[[ Recorded data open ]]
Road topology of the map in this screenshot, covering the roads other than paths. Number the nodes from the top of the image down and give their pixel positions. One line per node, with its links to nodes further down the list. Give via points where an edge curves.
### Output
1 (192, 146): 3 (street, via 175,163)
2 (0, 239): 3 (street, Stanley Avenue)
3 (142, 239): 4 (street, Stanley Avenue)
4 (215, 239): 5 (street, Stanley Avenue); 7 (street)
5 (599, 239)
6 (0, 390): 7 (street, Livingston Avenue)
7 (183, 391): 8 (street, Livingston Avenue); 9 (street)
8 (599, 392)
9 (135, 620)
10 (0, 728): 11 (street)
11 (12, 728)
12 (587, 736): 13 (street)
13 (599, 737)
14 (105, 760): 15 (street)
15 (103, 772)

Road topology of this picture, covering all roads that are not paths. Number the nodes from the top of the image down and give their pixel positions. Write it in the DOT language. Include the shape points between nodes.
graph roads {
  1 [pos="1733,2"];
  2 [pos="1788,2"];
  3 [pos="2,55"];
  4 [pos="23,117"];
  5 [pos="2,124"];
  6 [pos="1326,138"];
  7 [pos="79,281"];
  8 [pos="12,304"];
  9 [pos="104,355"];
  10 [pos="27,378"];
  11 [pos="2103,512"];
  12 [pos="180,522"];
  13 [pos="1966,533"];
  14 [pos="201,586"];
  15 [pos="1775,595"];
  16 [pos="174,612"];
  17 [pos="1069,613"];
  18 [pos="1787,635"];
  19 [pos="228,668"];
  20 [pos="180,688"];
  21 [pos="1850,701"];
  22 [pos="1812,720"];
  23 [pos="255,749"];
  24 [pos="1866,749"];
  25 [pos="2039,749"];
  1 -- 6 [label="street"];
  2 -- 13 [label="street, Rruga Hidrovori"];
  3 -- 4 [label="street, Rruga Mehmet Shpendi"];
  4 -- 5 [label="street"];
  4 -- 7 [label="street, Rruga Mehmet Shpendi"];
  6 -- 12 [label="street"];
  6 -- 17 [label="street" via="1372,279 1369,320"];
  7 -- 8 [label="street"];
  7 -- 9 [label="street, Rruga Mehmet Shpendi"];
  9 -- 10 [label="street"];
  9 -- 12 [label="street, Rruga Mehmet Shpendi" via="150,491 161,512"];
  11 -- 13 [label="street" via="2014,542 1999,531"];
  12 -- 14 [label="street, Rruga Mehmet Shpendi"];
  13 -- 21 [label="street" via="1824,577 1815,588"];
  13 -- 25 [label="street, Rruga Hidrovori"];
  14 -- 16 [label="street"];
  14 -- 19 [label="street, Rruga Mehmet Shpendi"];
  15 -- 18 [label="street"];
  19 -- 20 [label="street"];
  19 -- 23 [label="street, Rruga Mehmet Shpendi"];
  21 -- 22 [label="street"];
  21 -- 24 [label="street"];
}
[[ Recorded data closed ]]
Each entry above is to be quoted exactly.

Task response -
Road topology of the map in this screenshot, covering the roads other than paths. Number the nodes from the top of the image down and give their pixel positions. One line per node, with its links to nodes further down the list. Give via points where an edge curves.
### Output
1 (192, 146): 3 (street, via 175,163)
2 (0, 239): 3 (street, Stanley Avenue)
3 (142, 239): 4 (street, Stanley Avenue)
4 (215, 239): 5 (street, Stanley Avenue); 7 (street)
5 (599, 239)
6 (0, 390): 7 (street, Livingston Avenue)
7 (183, 391): 8 (street, Livingston Avenue); 9 (street)
8 (599, 392)
9 (135, 620)
10 (0, 728): 11 (street)
11 (12, 728)
12 (587, 736): 13 (street)
13 (599, 737)
14 (105, 760): 15 (street)
15 (103, 772)

Road topology of this picture, covering all roads that are not paths. Number the nodes from the top of the image down and give their pixel positions. Write it in the DOT language. Include the shape points between nodes.
graph roads {
  1 [pos="1733,2"];
  2 [pos="1788,2"];
  3 [pos="2,55"];
  4 [pos="23,117"];
  5 [pos="2,124"];
  6 [pos="1326,138"];
  7 [pos="79,281"];
  8 [pos="12,304"];
  9 [pos="104,355"];
  10 [pos="27,378"];
  11 [pos="2103,512"];
  12 [pos="180,522"];
  13 [pos="1966,533"];
  14 [pos="201,586"];
  15 [pos="1775,595"];
  16 [pos="174,612"];
  17 [pos="1069,613"];
  18 [pos="1787,635"];
  19 [pos="228,668"];
  20 [pos="180,688"];
  21 [pos="1850,701"];
  22 [pos="1812,720"];
  23 [pos="255,749"];
  24 [pos="1866,749"];
  25 [pos="2039,749"];
  1 -- 6 [label="street"];
  2 -- 13 [label="street, Rruga Hidrovori"];
  3 -- 4 [label="street, Rruga Mehmet Shpendi"];
  4 -- 5 [label="street"];
  4 -- 7 [label="street, Rruga Mehmet Shpendi"];
  6 -- 12 [label="street"];
  6 -- 17 [label="street" via="1372,279 1369,320"];
  7 -- 8 [label="street"];
  7 -- 9 [label="street, Rruga Mehmet Shpendi"];
  9 -- 10 [label="street"];
  9 -- 12 [label="street, Rruga Mehmet Shpendi" via="150,491 161,512"];
  11 -- 13 [label="street" via="2014,542 1999,531"];
  12 -- 14 [label="street, Rruga Mehmet Shpendi"];
  13 -- 21 [label="street" via="1824,577 1815,588"];
  13 -- 25 [label="street, Rruga Hidrovori"];
  14 -- 16 [label="street"];
  14 -- 19 [label="street, Rruga Mehmet Shpendi"];
  15 -- 18 [label="street"];
  19 -- 20 [label="street"];
  19 -- 23 [label="street, Rruga Mehmet Shpendi"];
  21 -- 22 [label="street"];
  21 -- 24 [label="street"];
}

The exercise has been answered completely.